## YOUR ASSIGNMENT
Your answer should consist of every line in the records that holds "canvas".

Start of Block

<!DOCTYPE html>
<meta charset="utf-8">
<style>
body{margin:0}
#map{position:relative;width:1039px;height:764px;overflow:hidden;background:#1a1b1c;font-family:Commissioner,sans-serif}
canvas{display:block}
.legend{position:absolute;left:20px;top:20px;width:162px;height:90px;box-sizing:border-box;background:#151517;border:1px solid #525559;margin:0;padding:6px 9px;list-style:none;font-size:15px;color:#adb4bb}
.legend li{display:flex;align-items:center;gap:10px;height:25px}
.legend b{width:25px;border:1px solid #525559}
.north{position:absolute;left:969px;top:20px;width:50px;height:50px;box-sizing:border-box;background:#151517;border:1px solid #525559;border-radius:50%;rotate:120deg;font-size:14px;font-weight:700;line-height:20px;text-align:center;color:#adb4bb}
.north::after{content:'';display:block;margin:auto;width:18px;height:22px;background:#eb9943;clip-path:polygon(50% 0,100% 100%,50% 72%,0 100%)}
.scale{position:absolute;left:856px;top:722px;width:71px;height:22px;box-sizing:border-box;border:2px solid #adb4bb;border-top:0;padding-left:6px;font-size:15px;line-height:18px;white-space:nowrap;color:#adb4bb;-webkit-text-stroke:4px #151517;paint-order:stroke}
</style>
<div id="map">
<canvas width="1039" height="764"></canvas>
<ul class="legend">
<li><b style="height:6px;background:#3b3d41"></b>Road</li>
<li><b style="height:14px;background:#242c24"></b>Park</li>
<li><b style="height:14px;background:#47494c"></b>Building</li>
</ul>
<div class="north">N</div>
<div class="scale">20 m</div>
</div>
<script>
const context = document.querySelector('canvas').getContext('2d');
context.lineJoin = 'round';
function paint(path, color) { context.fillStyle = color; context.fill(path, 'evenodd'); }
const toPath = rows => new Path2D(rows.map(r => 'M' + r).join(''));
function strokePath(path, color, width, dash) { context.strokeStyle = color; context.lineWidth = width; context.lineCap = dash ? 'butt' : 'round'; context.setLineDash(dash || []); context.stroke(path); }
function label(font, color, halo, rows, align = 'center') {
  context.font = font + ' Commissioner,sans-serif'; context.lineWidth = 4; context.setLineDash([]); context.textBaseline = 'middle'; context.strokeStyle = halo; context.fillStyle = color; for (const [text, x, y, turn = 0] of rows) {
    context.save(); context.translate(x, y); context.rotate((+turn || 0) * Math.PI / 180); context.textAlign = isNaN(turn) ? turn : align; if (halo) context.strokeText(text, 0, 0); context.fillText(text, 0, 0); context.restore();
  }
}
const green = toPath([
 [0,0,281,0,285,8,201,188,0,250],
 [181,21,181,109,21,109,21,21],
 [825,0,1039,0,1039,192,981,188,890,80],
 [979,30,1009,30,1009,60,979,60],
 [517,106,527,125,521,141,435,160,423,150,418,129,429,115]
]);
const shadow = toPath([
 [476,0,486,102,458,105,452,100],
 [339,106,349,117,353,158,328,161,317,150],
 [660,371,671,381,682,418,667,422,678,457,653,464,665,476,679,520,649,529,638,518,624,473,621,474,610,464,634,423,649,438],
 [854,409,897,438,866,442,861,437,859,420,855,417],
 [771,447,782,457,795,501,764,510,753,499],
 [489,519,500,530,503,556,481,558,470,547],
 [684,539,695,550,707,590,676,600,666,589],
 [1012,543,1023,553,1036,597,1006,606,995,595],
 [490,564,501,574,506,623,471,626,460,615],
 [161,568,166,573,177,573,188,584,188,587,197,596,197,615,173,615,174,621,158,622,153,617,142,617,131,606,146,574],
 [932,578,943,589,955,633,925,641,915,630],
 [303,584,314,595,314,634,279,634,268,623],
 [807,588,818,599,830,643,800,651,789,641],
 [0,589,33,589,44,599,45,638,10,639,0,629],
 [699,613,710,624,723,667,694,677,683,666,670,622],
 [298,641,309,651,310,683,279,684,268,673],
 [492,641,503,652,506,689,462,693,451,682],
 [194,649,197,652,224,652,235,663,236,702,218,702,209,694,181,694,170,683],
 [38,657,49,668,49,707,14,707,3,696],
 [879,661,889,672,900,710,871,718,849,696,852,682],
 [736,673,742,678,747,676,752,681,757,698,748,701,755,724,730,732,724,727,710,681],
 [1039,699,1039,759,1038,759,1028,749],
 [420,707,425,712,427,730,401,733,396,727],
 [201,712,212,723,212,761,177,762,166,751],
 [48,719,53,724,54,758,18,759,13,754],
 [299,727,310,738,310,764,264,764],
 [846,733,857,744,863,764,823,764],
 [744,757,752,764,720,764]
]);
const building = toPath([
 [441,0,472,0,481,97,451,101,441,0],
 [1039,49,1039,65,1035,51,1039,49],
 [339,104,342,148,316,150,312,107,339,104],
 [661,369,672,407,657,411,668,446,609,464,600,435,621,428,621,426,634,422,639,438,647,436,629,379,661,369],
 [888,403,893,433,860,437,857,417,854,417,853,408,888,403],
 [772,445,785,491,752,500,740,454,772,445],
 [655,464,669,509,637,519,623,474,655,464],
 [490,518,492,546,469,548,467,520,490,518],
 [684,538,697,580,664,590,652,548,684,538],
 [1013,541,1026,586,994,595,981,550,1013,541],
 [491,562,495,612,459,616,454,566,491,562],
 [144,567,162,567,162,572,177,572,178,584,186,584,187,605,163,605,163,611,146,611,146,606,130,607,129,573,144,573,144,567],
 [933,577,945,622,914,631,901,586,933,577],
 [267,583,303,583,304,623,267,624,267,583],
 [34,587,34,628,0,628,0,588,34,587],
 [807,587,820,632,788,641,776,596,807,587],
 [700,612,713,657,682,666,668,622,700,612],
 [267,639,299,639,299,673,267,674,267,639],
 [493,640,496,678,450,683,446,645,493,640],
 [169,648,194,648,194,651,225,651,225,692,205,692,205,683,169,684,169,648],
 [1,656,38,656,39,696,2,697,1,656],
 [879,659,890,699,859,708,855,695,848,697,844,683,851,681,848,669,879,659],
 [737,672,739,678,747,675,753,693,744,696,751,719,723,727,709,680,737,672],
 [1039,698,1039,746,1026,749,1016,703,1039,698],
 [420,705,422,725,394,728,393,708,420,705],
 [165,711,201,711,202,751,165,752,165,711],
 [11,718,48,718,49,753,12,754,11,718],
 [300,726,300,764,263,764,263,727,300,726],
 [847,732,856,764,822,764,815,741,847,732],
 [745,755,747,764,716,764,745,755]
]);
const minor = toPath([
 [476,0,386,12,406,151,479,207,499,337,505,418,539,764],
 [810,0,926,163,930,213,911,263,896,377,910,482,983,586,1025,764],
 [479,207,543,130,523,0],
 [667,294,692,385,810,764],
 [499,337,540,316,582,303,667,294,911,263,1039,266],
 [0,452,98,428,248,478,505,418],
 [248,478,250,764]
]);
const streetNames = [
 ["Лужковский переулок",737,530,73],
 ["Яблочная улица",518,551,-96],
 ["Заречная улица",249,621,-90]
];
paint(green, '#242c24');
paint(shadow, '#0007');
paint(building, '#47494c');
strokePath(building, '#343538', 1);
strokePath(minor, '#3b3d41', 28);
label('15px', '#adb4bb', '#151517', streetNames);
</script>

End of Block

## RESPONSE FOR THIS EXERCISE
canvas{display:block}
<canvas width="1039" height="764"></canvas>
const context = document.querySelector('canvas').getContext('2d');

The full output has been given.